The problem
What must be returned is the number of lines in the records holding the word "from", with no other text.
======== The data ========
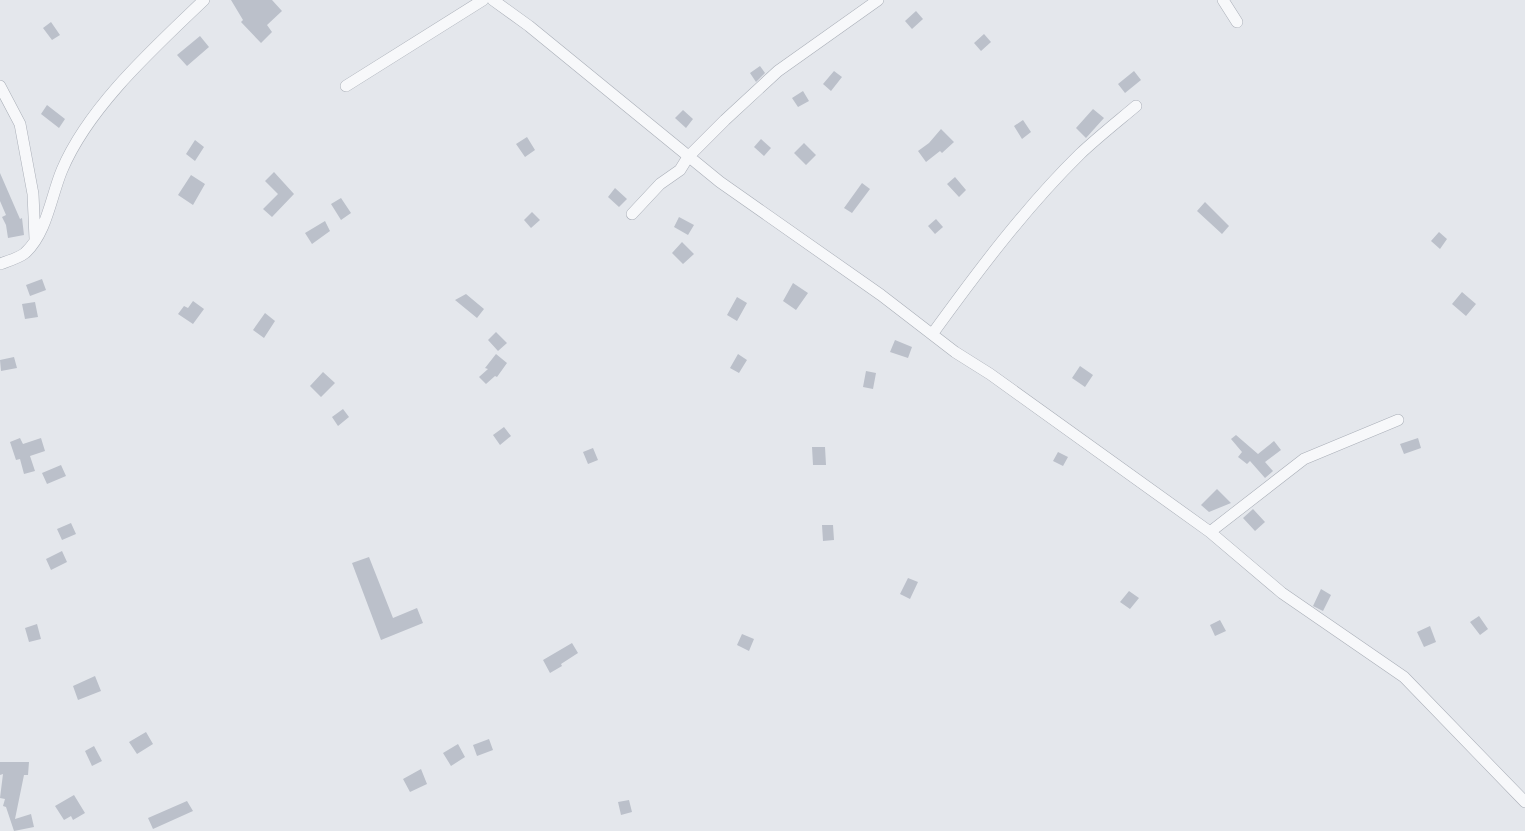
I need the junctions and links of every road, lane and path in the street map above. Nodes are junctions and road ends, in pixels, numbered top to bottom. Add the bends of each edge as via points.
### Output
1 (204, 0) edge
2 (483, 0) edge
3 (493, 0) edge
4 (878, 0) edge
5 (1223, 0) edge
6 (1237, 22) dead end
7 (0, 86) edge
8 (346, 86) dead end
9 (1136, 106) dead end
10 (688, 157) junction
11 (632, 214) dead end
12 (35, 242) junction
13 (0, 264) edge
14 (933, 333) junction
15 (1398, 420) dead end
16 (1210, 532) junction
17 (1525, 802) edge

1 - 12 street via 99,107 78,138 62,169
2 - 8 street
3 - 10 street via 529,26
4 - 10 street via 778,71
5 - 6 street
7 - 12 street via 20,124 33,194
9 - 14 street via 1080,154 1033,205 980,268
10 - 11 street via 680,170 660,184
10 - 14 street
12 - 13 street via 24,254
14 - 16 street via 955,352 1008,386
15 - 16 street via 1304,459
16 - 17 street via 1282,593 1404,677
========
======== The data ========
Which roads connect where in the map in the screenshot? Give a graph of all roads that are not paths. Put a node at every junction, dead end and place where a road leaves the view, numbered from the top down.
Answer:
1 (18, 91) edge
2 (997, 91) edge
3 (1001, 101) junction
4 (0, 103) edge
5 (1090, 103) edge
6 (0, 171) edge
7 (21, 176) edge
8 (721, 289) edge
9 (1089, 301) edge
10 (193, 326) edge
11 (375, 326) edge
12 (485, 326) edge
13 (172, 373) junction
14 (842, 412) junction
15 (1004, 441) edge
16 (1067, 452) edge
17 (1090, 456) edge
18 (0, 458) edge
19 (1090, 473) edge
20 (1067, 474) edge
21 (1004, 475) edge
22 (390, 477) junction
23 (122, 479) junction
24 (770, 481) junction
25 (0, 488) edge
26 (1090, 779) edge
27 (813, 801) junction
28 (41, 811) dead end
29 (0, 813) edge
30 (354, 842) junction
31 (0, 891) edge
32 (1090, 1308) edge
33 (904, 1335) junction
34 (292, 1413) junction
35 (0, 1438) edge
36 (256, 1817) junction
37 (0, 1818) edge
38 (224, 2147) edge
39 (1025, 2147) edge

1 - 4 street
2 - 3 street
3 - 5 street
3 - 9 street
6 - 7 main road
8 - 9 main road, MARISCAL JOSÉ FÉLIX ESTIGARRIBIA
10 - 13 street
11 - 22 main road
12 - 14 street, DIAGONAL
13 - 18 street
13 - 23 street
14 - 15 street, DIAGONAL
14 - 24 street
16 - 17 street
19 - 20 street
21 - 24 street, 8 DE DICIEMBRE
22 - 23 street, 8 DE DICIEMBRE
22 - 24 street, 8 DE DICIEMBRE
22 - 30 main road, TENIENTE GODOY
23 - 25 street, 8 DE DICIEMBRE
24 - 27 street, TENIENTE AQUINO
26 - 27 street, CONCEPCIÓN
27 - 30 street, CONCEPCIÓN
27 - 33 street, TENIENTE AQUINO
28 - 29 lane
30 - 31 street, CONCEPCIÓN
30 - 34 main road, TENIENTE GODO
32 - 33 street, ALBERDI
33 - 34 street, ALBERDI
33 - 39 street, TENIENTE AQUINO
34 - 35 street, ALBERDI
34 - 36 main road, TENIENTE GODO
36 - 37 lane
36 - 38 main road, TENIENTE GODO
========
======== The data ========
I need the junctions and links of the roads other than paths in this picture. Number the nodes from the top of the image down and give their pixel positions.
========
Solution to this exercise
2